Barbados Stock Exchange
Introduction
I have a vested interest in finding interesting datasets related to Barbados as that’s where I’m from.
One site which caught my interest is the Barbados Stock Exchange.
Now I’m currently ignorant when it comes to all things stocks, but I do see they offer on their website the ability to download monthly reports, and I do understand ‘free to download’.
Downloading Files
The first thing we need to do is load the information into our tool of choice, yet they’re quite a few files we’d need to download and edit.
Here we can take advantage of some automation to help us out, my tool of choice for this will be R.
We’ll first load our libraries and start writing our code.
library(conflicted)
library(tidyverse)
conflict_prefer("filter", "dplyr")
library(clock)
library(gt)
Prep Work
First we download and look at some of the files manually. We thus confirm that we can download the reports as csv files from the link, > [Domain]/reports/monthly/download-csv?tradeDate=[Date] > >where [Date] is the the date of interest in the format of yyyy-mm-dd.
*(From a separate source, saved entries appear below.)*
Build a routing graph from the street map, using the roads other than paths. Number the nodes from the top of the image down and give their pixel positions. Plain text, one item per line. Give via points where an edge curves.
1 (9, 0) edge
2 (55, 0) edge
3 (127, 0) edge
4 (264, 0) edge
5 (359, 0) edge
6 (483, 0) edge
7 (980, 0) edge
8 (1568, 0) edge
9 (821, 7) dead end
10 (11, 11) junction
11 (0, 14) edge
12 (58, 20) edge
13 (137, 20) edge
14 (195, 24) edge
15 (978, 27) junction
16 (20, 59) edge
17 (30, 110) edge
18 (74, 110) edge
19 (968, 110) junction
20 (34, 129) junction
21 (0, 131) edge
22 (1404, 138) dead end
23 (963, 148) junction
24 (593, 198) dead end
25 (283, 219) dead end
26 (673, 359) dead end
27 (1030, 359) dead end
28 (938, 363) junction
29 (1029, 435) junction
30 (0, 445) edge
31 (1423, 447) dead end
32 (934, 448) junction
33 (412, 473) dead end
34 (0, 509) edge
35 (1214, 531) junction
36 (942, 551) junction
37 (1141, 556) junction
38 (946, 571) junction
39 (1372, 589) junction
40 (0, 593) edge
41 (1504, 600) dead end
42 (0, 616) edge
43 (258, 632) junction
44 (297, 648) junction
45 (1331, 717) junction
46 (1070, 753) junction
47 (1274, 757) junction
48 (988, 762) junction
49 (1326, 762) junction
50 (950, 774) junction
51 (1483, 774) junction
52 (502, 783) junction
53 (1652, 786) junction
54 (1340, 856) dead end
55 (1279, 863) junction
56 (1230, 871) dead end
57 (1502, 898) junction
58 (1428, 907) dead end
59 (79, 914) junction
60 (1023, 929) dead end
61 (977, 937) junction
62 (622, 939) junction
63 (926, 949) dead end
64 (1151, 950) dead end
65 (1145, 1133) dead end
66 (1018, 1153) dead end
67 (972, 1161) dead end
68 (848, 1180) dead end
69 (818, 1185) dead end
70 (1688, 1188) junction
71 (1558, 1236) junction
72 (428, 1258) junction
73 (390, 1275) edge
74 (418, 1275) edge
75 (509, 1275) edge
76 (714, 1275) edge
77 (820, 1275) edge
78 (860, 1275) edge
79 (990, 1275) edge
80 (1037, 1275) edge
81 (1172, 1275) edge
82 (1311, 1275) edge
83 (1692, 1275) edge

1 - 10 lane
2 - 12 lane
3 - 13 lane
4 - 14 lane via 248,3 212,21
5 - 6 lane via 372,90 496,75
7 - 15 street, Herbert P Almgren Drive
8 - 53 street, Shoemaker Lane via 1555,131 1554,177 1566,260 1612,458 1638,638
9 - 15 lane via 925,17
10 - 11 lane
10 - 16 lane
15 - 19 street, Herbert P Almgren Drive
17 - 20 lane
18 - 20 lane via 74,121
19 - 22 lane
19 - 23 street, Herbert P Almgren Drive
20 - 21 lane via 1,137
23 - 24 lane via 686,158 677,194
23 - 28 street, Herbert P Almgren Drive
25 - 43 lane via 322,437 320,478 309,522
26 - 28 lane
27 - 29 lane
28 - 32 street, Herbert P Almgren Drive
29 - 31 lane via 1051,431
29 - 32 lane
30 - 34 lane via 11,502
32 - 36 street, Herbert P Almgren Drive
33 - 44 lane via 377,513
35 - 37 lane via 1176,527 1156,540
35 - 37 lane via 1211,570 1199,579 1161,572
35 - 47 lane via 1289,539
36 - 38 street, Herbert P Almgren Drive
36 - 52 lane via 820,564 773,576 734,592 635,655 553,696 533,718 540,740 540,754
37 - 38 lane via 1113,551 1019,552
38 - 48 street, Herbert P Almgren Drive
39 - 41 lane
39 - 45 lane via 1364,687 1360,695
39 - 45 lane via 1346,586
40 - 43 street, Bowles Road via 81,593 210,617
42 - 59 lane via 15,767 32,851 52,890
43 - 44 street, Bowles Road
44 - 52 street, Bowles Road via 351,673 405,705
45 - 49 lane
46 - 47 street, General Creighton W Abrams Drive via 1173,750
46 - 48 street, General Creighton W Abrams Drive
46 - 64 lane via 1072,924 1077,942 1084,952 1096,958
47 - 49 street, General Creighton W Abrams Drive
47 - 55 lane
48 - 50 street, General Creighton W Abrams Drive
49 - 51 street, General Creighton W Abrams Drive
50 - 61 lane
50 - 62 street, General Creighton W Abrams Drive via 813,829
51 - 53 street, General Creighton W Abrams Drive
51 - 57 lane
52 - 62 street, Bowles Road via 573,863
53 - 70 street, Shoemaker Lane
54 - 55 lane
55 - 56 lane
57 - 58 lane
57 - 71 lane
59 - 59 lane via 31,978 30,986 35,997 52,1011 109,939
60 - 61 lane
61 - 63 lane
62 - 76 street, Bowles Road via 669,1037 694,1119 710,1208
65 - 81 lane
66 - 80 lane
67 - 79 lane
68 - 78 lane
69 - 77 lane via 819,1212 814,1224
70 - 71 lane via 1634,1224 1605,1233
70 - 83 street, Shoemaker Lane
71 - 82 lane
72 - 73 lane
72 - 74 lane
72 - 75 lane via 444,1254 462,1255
We can generate a sequence of dates using seq
and clock
which we can paste unto our base link.
This will give us a list of links for all the files we’re interested in.
# Download the data from the base link
base_link <- "https://bse.com.bb/reports/monthly/download-csv?tradeDate="
# Specify dates of interest
from <- clock::year_month_day(1910, 1)
to <- clock::year_month_day(2022, 1)
# Generate download links
download_links <- tibble::tibble(
link = paste0(base_link,
seq(from, to, by = 1),
"-01")
)
We can confirm that the links were created as expected by looking at a few with the following code.
# Show some of our generated links
download_links %>%
head() %>%
gt::gt(rowname_col = NULL) %>%
gt::tab_header(
title = "List of generated links"
)
List of generated links |
---|
link |
https://bse.com.bb/reports/monthly/download-csv?tradeDate=1910-01-01 |
https://bse.com.bb/reports/monthly/download-csv?tradeDate=1910-02-01 |
https://bse.com.bb/reports/monthly/download-csv?tradeDate=1910-03-01 |
https://bse.com.bb/reports/monthly/download-csv?tradeDate=1910-04-01 |
https://bse.com.bb/reports/monthly/download-csv?tradeDate=1910-05-01 |
https://bse.com.bb/reports/monthly/download-csv?tradeDate=1910-06-01 |
Downloading Files
In our prep work, we created 1345 links to now download our files. That’s a bit, but thankfully we’re not doing this by hand, instead we’ll also be leveraging R here as well.
We’ll first create a folder called “Stock_Files” to store our downloaded files to, as I may rerun this script multiple times, I’ll only download the files if this folder doesn’t exist.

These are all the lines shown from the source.